:: Data for this exercise ::
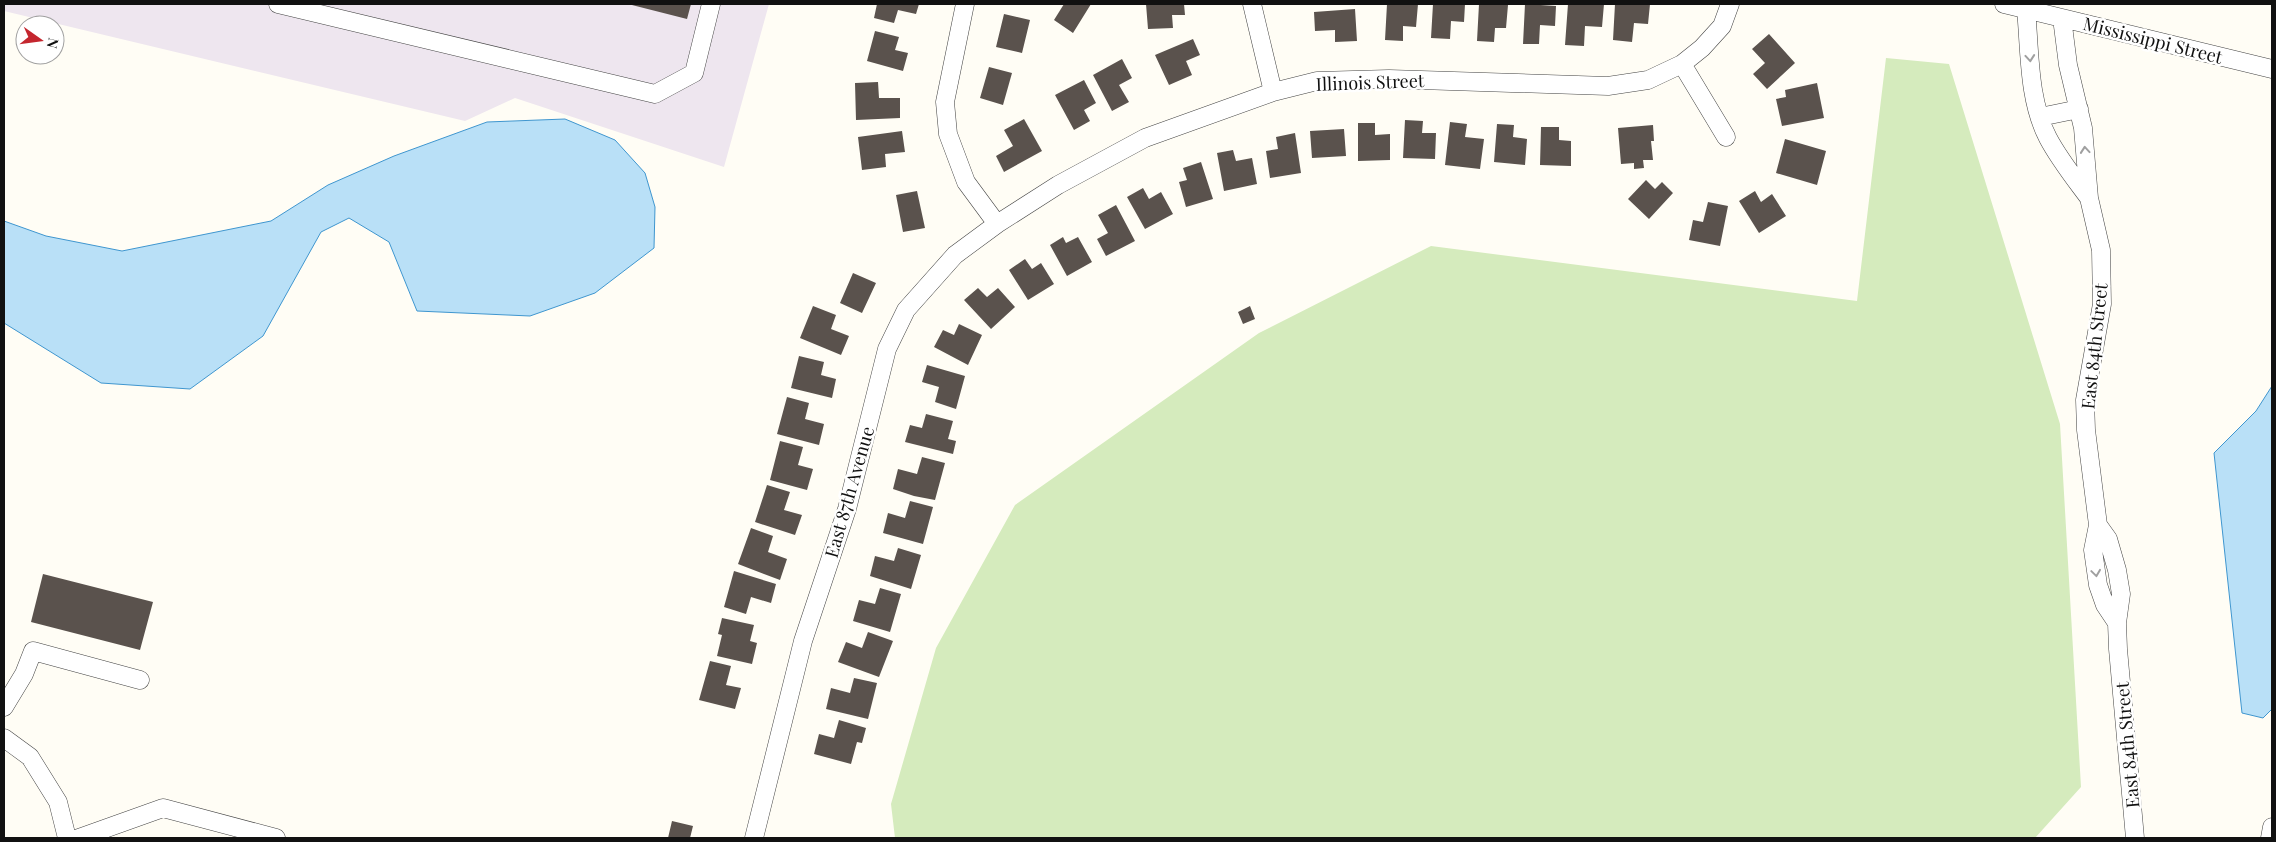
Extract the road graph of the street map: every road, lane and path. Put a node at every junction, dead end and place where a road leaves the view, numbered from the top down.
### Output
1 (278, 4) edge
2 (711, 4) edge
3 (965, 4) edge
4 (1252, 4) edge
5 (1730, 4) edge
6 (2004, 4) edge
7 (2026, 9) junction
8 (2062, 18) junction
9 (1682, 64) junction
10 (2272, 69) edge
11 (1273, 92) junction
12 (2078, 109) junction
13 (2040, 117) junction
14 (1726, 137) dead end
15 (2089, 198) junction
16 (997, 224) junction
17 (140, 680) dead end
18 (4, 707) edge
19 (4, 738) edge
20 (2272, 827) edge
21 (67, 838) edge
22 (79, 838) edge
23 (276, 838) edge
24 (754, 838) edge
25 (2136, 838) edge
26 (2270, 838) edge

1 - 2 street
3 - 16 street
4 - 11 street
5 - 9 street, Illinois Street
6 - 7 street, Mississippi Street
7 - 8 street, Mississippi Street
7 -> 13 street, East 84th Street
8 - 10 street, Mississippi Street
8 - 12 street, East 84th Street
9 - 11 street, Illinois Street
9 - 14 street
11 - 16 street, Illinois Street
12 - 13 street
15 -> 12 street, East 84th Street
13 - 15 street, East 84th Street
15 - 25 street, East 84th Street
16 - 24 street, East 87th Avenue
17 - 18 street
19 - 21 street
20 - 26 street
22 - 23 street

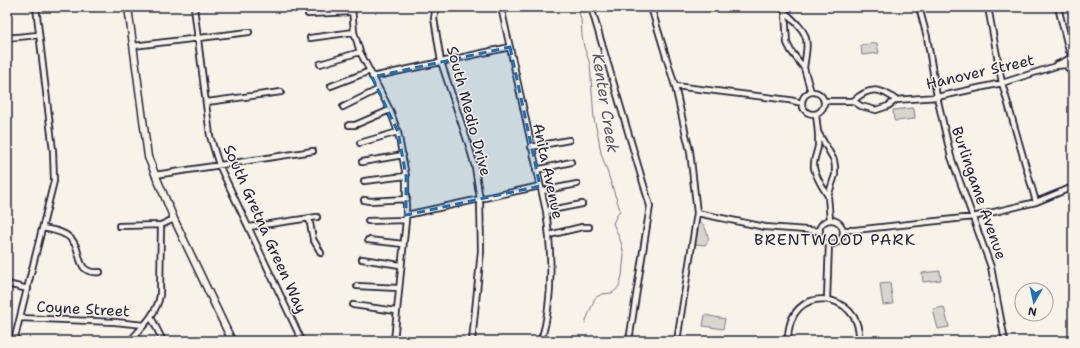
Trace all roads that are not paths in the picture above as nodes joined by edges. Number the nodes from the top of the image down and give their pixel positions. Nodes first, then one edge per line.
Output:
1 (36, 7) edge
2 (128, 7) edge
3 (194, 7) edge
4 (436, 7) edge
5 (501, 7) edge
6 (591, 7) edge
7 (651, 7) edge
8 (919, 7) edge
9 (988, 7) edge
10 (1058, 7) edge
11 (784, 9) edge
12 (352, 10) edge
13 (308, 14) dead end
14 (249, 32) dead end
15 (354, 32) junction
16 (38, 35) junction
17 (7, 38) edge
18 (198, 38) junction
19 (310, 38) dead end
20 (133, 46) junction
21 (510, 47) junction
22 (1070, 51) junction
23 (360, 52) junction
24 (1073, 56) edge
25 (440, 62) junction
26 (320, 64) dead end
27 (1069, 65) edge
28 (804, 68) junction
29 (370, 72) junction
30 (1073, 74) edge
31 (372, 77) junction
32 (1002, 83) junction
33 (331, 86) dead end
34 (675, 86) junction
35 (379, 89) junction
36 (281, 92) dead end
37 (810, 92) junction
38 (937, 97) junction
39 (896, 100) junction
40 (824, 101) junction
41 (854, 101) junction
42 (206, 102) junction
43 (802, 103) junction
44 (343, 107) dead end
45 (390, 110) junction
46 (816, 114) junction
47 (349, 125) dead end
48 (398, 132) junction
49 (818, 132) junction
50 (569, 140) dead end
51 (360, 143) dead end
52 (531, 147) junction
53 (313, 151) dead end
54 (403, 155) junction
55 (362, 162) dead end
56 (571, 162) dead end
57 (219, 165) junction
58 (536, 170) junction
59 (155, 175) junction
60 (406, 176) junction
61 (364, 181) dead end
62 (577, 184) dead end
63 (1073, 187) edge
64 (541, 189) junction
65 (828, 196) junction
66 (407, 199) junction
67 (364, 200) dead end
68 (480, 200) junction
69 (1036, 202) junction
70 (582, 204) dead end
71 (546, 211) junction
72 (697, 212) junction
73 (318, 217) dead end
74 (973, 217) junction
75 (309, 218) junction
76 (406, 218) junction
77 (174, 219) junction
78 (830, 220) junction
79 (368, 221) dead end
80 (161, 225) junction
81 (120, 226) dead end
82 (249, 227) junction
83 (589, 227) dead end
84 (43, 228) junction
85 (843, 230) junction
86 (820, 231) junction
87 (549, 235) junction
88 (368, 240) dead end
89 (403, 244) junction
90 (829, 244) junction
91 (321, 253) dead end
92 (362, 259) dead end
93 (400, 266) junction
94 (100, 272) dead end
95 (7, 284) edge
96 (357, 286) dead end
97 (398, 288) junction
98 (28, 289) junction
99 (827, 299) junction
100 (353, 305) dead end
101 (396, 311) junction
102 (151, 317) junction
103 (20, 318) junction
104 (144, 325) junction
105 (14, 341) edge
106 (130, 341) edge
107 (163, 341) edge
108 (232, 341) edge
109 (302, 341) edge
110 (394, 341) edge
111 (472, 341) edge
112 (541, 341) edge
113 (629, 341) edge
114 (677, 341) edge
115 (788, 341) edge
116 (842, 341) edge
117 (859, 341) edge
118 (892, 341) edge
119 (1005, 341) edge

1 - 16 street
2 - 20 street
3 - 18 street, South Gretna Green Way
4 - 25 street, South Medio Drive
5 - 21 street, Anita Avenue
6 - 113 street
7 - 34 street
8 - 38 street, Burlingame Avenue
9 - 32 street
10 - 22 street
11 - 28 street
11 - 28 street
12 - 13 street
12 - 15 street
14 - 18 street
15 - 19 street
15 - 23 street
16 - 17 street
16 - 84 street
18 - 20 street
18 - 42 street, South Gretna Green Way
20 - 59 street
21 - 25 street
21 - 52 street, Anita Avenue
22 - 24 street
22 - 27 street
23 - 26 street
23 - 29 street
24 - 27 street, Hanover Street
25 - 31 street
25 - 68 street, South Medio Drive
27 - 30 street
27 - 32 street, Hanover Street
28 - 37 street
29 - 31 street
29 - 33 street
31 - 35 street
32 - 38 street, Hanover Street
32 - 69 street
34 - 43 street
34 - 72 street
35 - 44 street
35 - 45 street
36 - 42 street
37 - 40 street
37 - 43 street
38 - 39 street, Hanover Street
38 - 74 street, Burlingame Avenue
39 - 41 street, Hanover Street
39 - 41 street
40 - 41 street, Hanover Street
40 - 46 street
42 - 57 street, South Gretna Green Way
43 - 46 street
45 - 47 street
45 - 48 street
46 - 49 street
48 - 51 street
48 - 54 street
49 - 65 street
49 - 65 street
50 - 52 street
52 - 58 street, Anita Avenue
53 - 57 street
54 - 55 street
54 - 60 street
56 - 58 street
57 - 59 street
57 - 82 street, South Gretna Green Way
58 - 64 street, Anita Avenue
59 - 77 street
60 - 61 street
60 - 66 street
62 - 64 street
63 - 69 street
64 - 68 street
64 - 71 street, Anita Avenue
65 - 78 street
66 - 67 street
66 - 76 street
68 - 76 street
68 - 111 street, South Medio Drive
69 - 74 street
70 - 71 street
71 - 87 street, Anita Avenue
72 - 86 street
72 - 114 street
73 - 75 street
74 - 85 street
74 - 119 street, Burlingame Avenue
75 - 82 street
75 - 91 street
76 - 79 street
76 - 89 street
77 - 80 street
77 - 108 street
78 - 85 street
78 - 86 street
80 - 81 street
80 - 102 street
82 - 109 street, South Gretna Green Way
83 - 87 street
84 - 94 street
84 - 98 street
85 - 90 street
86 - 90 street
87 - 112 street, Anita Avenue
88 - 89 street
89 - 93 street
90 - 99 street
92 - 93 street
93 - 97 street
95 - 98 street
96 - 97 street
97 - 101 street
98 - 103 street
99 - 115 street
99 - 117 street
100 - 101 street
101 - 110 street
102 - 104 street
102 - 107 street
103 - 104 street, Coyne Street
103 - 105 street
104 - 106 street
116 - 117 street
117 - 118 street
:::
All of the entries need to be copied exactly, minus any pictures.

Extract the road graph of the street map: every road, lane and path. Put a node at every junction, dead end and place where a road leaves the view, numbered from the top down.
### Output
1 (278, 4) edge
2 (711, 4) edge
3 (965, 4) edge
4 (1252, 4) edge
5 (1730, 4) edge
6 (2004, 4) edge
7 (2026, 9) junction
8 (2062, 18) junction
9 (1682, 64) junction
10 (2272, 69) edge
11 (1273, 92) junction
12 (2078, 109) junction
13 (2040, 117) junction
14 (1726, 137) dead end
15 (2089, 198) junction
16 (997, 224) junction
17 (140, 680) dead end
18 (4, 707) edge
19 (4, 738) edge
20 (2272, 827) edge
21 (67, 838) edge
22 (79, 838) edge
23 (276, 838) edge
24 (754, 838) edge
25 (2136, 838) edge
26 (2270, 838) edge

1 - 2 street
3 - 16 street
4 - 11 street
5 - 9 street, Illinois Street
6 - 7 street, Mississippi Street
7 - 8 street, Mississippi Street
7 -> 13 street, East 84th Street
8 - 10 street, Mississippi Street
8 - 12 street, East 84th Street
9 - 11 street, Illinois Street
9 - 14 street
11 - 16 street, Illinois Street
12 - 13 street
15 -> 12 street, East 84th Street
13 - 15 street, East 84th Street
15 - 25 street, East 84th Street
16 - 24 street, East 87th Avenue
17 - 18 street
19 - 21 street
20 - 26 street
22 - 23 street

Trace all roads that are not paths in the picture above as nodes joined by edges. Number the nodes from the top of the image down and give their pixel positions. Nodes first, then one edge per line.
Output:
1 (36, 7) edge
2 (128, 7) edge
3 (194, 7) edge
4 (436, 7) edge
5 (501, 7) edge
6 (591, 7) edge
7 (651, 7) edge
8 (919, 7) edge
9 (988, 7) edge
10 (1058, 7) edge
11 (784, 9) edge
12 (352, 10) edge
13 (308, 14) dead end
14 (249, 32) dead end
15 (354, 32) junction
16 (38, 35) junction
17 (7, 38) edge
18 (198, 38) junction
19 (310, 38) dead end
20 (133, 46) junction
21 (510, 47) junction
22 (1070, 51) junction
23 (360, 52) junction
24 (1073, 56) edge
25 (440, 62) junction
26 (320, 64) dead end
27 (1069, 65) edge
28 (804, 68) junction
29 (370, 72) junction
30 (1073, 74) edge
31 (372, 77) junction
32 (1002, 83) junction
33 (331, 86) dead end
34 (675, 86) junction
35 (379, 89) junction
36 (281, 92) dead end
37 (810, 92) junction
38 (937, 97) junction
39 (896, 100) junction
40 (824, 101) junction
41 (854, 101) junction
42 (206, 102) junction
43 (802, 103) junction
44 (343, 107) dead end
45 (390, 110) junction
46 (816, 114) junction
47 (349, 125) dead end
48 (398, 132) junction
49 (818, 132) junction
50 (569, 140) dead end
51 (360, 143) dead end
52 (531, 147) junction
53 (313, 151) dead end
54 (403, 155) junction
55 (362, 162) dead end
56 (571, 162) dead end
57 (219, 165) junction
58 (536, 170) junction
59 (155, 175) junction
60 (406, 176) junction
61 (364, 181) dead end
62 (577, 184) dead end
63 (1073, 187) edge
64 (541, 189) junction
65 (828, 196) junction
66 (407, 199) junction
67 (364, 200) dead end
68 (480, 200) junction
69 (1036, 202) junction
70 (582, 204) dead end
71 (546, 211) junction
72 (697, 212) junction
73 (318, 217) dead end
74 (973, 217) junction
75 (309, 218) junction
76 (406, 218) junction
77 (174, 219) junction
78 (830, 220) junction
79 (368, 221) dead end
80 (161, 225) junction
81 (120, 226) dead end
82 (249, 227) junction
83 (589, 227) dead end
84 (43, 228) junction
85 (843, 230) junction
86 (820, 231) junction
87 (549, 235) junction
88 (368, 240) dead end
89 (403, 244) junction
90 (829, 244) junction
91 (321, 253) dead end
92 (362, 259) dead end
93 (400, 266) junction
94 (100, 272) dead end
95 (7, 284) edge
96 (357, 286) dead end
97 (398, 288) junction
98 (28, 289) junction
99 (827, 299) junction
100 (353, 305) dead end
101 (396, 311) junction
102 (151, 317) junction
103 (20, 318) junction
104 (144, 325) junction
105 (14, 341) edge
106 (130, 341) edge
107 (163, 341) edge
108 (232, 341) edge
109 (302, 341) edge
110 (394, 341) edge
111 (472, 341) edge
112 (541, 341) edge
113 (629, 341) edge
114 (677, 341) edge
115 (788, 341) edge
116 (842, 341) edge
117 (859, 341) edge
118 (892, 341) edge
119 (1005, 341) edge

1 - 16 street
2 - 20 street
3 - 18 street, South Gretna Green Way
4 - 25 street, South Medio Drive
5 - 21 street, Anita Avenue
6 - 113 street
7 - 34 street
8 - 38 street, Burlingame Avenue
9 - 32 street
10 - 22 street
11 - 28 street
11 - 28 street
12 - 13 street
12 - 15 street
14 - 18 street
15 - 19 street
15 - 23 street
16 - 17 street
16 - 84 street
18 - 20 street
18 - 42 street, South Gretna Green Way
20 - 59 street
21 - 25 street
21 - 52 street, Anita Avenue
22 - 24 street
22 - 27 street
23 - 26 street
23 - 29 street
24 - 27 street, Hanover Street
25 - 31 street
25 - 68 street, South Medio Drive
27 - 30 street
27 - 32 street, Hanover Street
28 - 37 street
29 - 31 street
29 - 33 street
31 - 35 street
32 - 38 street, Hanover Street
32 - 69 street
34 - 43 street
34 - 72 street
35 - 44 street
35 - 45 street
36 - 42 street
37 - 40 street
37 - 43 street
38 - 39 street, Hanover Street
38 - 74 street, Burlingame Avenue
39 - 41 street, Hanover Street
39 - 41 street
40 - 41 street, Hanover Street
40 - 46 street
42 - 57 street, South Gretna Green Way
43 - 46 street
45 - 47 street
45 - 48 street
46 - 49 street
48 - 51 street
48 - 54 street
49 - 65 street
49 - 65 street
50 - 52 street
52 - 58 street, Anita Avenue
53 - 57 street
54 - 55 street
54 - 60 street
56 - 58 street
57 - 59 street
57 - 82 street, South Gretna Green Way
58 - 64 street, Anita Avenue
59 - 77 street
60 - 61 street
60 - 66 street
62 - 64 street
63 - 69 street
64 - 68 street
64 - 71 street, Anita Avenue
65 - 78 street
66 - 67 street
66 - 76 street
68 - 76 street
68 - 111 street, South Medio Drive
69 - 74 street
70 - 71 street
71 - 87 street, Anita Avenue
72 - 86 street
72 - 114 street
73 - 75 street
74 - 85 street
74 - 119 street, Burlingame Avenue
75 - 82 street
75 - 91 street
76 - 79 street
76 - 89 street
77 - 80 street
77 - 108 street
78 - 85 street
78 - 86 street
80 - 81 street
80 - 102 street
82 - 109 street, South Gretna Green Way
83 - 87 street
84 - 94 street
84 - 98 street
85 - 90 street
86 - 90 street
87 - 112 street, Anita Avenue
88 - 89 street
89 - 93 street
90 - 99 street
92 - 93 street
93 - 97 street
95 - 98 street
96 - 97 street
97 - 101 street
98 - 103 street
99 - 115 street
99 - 117 street
100 - 101 street
101 - 110 street
102 - 104 street
102 - 107 street
103 - 104 street, Coyne Street
103 - 105 street
104 - 106 street
116 - 117 street
117 - 118 street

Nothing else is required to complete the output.